Many chalices at this banquet, but one wine. Many chalices, always the same wine; always the same little sip of wine. The sip of wine that I take from the cup is the very same sip that you take—and that anyone has ever taken or ever shall. That is, the true wine that is in the sip of wine. The piece of bread that I take to my lips is the same piece of bread that you take. That is, the true bread that is in the piece of bread.
One loaf, one cup, one bread of life, one elixir of love. One God, indivisible. A singularity that cannot be divided or parceled out. A single sip is the whole thing. A morsel of bread is the whole thing.
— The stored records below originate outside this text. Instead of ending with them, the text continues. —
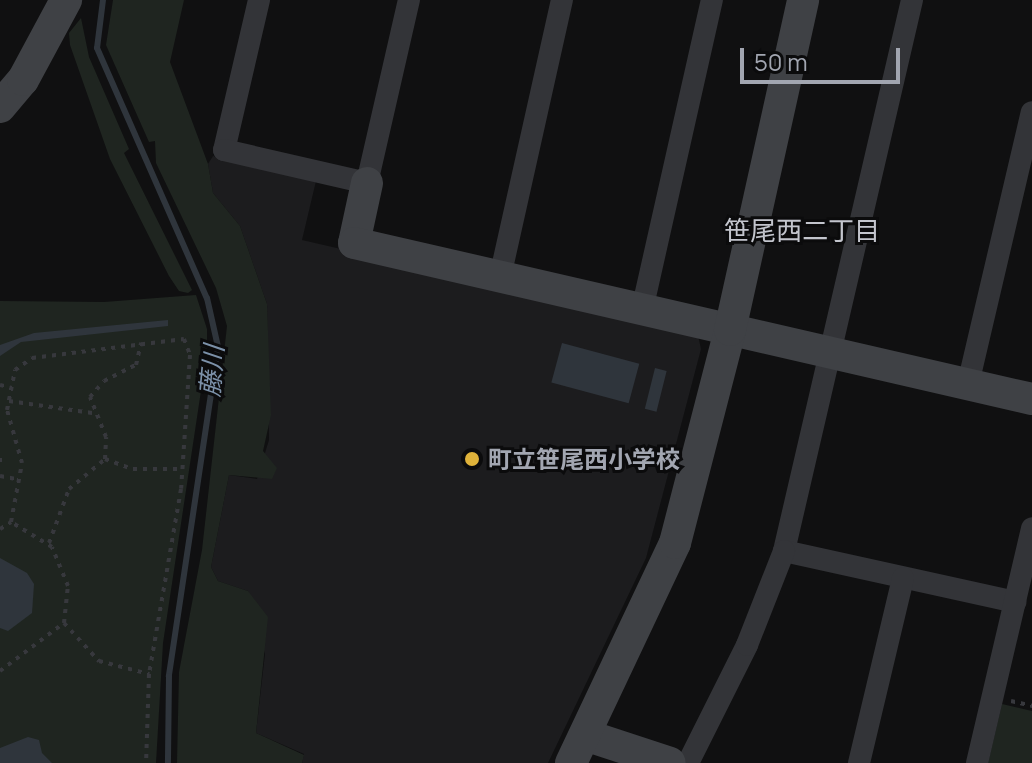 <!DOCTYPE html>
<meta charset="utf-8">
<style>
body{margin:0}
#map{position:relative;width:1032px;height:763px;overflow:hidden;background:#101011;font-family:Manrope,"Noto Sans JP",sans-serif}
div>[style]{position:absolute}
.built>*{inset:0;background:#1c1c1e}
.green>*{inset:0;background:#1f2520}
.water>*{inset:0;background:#2f353c;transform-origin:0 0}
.stream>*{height:6px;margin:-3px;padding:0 3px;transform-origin:3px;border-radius:3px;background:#2f353c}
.path>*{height:4px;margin-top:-2px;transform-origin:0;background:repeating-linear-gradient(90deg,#37383d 0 4px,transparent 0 10px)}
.street>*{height:22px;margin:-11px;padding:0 11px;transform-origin:11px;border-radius:11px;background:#333438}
.secondary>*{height:32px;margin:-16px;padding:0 16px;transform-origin:16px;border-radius:16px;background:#3f4145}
.dots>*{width:22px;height:22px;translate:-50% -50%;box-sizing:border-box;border:4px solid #0b0b0c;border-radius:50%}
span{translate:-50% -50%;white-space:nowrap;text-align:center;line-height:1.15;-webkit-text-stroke:6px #0b0b0c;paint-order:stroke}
.poi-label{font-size:24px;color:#a2a6b1;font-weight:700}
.left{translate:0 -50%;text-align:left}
.neighbourhood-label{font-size:26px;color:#c3c5cd}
.water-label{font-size:26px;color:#7c91a9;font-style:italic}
.scale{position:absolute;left:740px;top:48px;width:160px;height:36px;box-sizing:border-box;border:4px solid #a2a6b1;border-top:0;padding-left:10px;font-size:24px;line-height:28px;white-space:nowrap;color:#a2a6b1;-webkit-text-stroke:6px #0b0b0c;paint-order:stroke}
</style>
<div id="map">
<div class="built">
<div style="clip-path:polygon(213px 156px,316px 181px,302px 240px,697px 331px,701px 349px,646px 558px,548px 763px,302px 763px,304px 754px,256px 733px,265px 654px,248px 591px,218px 581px,211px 567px,229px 475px,257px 479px,269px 440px,267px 304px,240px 226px,213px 193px,208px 164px)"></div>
</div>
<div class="green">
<div style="clip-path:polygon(113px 0,184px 0,170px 62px,208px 164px,213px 193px,240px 226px,267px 304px,271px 415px,263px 451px,277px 468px,272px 479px,229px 475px,211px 567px,218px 581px,248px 591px,268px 617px,256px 733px,304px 755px,302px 763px,177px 763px,179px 672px,202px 550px,227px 326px,216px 288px,156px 163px,155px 141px,149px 142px,106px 45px)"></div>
<div style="clip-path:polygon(81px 18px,89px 57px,129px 149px,124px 153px,192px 290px,188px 293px,179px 291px,169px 276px,110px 159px,70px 45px,69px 33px)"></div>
<div style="clip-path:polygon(196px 295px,207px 329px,207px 351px,163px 643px,156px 763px,0 763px,0 301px,104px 302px)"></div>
<div style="clip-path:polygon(1002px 704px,1032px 711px,1032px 763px,988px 763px)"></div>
</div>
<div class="water">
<div style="clip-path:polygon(168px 320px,168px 326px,21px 342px,0 356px,0 345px,34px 333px)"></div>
<div style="left:562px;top:343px;width:80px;height:41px;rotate:15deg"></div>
<div style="left:655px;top:368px;width:12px;height:42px;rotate:14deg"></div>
<div style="clip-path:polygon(0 558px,27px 573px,34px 584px,32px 613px,8px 631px,0 628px)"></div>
<div style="clip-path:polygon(28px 737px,39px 740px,42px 753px,52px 763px,0 763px,0 748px)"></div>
</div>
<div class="stream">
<div style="left:103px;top:0;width:48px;rotate:97.1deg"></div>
<div style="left:97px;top:48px;width:273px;rotate:66.3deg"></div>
<div style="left:207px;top:298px;width:50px;rotate:77.3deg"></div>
<div style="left:218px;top:347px;width:333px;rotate:98.5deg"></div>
<div style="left:169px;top:676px;width:87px;rotate:90.7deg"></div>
</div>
<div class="path">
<div style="left:0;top:385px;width:12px;rotate:14deg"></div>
<div style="left:9px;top:401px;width:84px;rotate:8.2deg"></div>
<div style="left:0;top:458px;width:5px;rotate:90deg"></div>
<div style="left:105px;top:459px;width:22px;rotate:-87deg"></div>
<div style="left:106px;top:437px;width:43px;rotate:-111.8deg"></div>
<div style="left:90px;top:397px;width:21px;rotate:-49deg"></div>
<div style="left:104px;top:381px;width:36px;rotate:-27deg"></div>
<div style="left:136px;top:365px;width:23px;rotate:-77deg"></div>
<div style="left:0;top:476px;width:20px;rotate:11deg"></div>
<div style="left:0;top:529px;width:13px;rotate:-32deg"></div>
<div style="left:49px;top:543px;width:58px;rotate:-69.7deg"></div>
<div style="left:69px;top:489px;width:47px;rotate:-39.8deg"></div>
<div style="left:105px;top:459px;width:30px;rotate:20deg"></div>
<div style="left:133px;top:469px;width:49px"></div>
<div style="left:64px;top:623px;width:52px;rotate:47.4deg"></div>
<div style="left:99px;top:661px;width:52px;rotate:14.6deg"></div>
<div style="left:0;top:671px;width:80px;rotate:-36.9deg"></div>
<div style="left:64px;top:623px;width:37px;rotate:-84deg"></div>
<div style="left:68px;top:586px;width:42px;rotate:-112.3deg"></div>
<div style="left:52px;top:547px;width:48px;rotate:-148.6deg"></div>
<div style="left:11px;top:522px;width:60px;rotate:-79.4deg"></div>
<div style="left:22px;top:463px;width:55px;rotate:-105.8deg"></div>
<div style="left:7px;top:410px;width:41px;rotate:-78.7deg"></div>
<div style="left:15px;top:370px;width:21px;rotate:-35deg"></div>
<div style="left:32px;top:358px;width:153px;rotate:-7.1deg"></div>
<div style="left:184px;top:339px;width:17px;rotate:69deg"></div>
<div style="left:190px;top:355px;width:134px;rotate:93.8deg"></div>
<div style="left:181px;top:489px;width:188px;rotate:99.8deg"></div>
<div style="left:149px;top:674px;width:89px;rotate:91.9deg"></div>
<div style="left:1011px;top:701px;width:22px;rotate:13deg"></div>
</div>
<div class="street">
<div style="left:259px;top:0;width:154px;rotate:103.1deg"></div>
<div style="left:224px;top:150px;width:147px;rotate:13deg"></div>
<div style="left:367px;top:183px;width:188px;rotate:-77.1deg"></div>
<div style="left:912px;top:0;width:566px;rotate:103.08deg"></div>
<div style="left:784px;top:551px;width:237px;rotate:12.4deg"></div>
<div style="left:500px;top:277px;width:284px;rotate:-77.4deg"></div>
<div style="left:642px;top:310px;width:318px;rotate:-77.3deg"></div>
<div style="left:968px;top:384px;width:279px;rotate:-76.8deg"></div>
<div style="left:688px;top:763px;width:132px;rotate:-63.4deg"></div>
<div style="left:747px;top:645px;width:101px;rotate:-68.5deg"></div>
<div style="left:859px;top:763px;width:190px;rotate:-76.6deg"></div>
<div style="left:977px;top:763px;width:241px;rotate:-76.8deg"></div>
</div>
<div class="secondary">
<div style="left:0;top:107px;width:35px;rotate:-50deg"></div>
<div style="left:23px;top:80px;width:91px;rotate:-61.7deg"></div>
<div style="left:367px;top:183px;width:61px;rotate:102.2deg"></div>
<div style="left:354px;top:243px;width:696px;rotate:12.96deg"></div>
<div style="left:585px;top:735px;width:89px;rotate:18.2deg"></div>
<div style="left:571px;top:763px;width:243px;rotate:-64.7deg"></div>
<div style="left:675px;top:543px;width:220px;rotate:-75.5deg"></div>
<div style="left:730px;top:330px;width:338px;rotate:-77.5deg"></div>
</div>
<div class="dots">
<div style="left:472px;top:459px;background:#dfb23a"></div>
</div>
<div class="poi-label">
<span class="left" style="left:488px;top:459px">町立笹尾西小学校</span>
</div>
<div class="neighbourhood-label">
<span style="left:802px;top:231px">笹尾西二丁目</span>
</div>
<div class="water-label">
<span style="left:212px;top:371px;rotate:-85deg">藤川</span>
</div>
<div class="scale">50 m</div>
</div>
Not a little bit of Jesus here and a little bit of Jesus there, here a little, there a little. No: one sip is all the Blood of Salvation, one morsel is all the Bread of Life. What is poured into me is exactly what is poured into you. He empties himself, not in part, but in his whole, undivided self.
Christ’s emptying of himself into the chalice of our heart is an utterly promiscuous act. If there is such a thing as a Christian ethic, a Christian way of being in the world, of relating to others, it is Christ’s promiscuous self-emptying that is at the core. If Christ is in me and Christ is in you, we have something in common. We are no longer separate. If Christ is in me and in the woman languishing from AIDS on a straw pallet in Africa, we have something in common. We are no longer separated by so many miles—or by race or class or disease. We have something of our essence in common. How can I forget her? And the hungry children at her side: how can I forget them?
The wine poured out into the chalice of our heart connects us to those near and far. To all things visible and invisible. To all joys and all sorrows. All light, all shade. All wholeness, all brokenness.
Be empty, be cleansed. That you may be filled. Be thirsty. That you may never thirst again. We are called to his supper; we gather to receive the Lamb and to praise him. And to eat and to drink and to be filled. He is the wine; we are the chalice.
He waits to empty himself, to pour himself out again. May we be worthy to receive him. Praise him.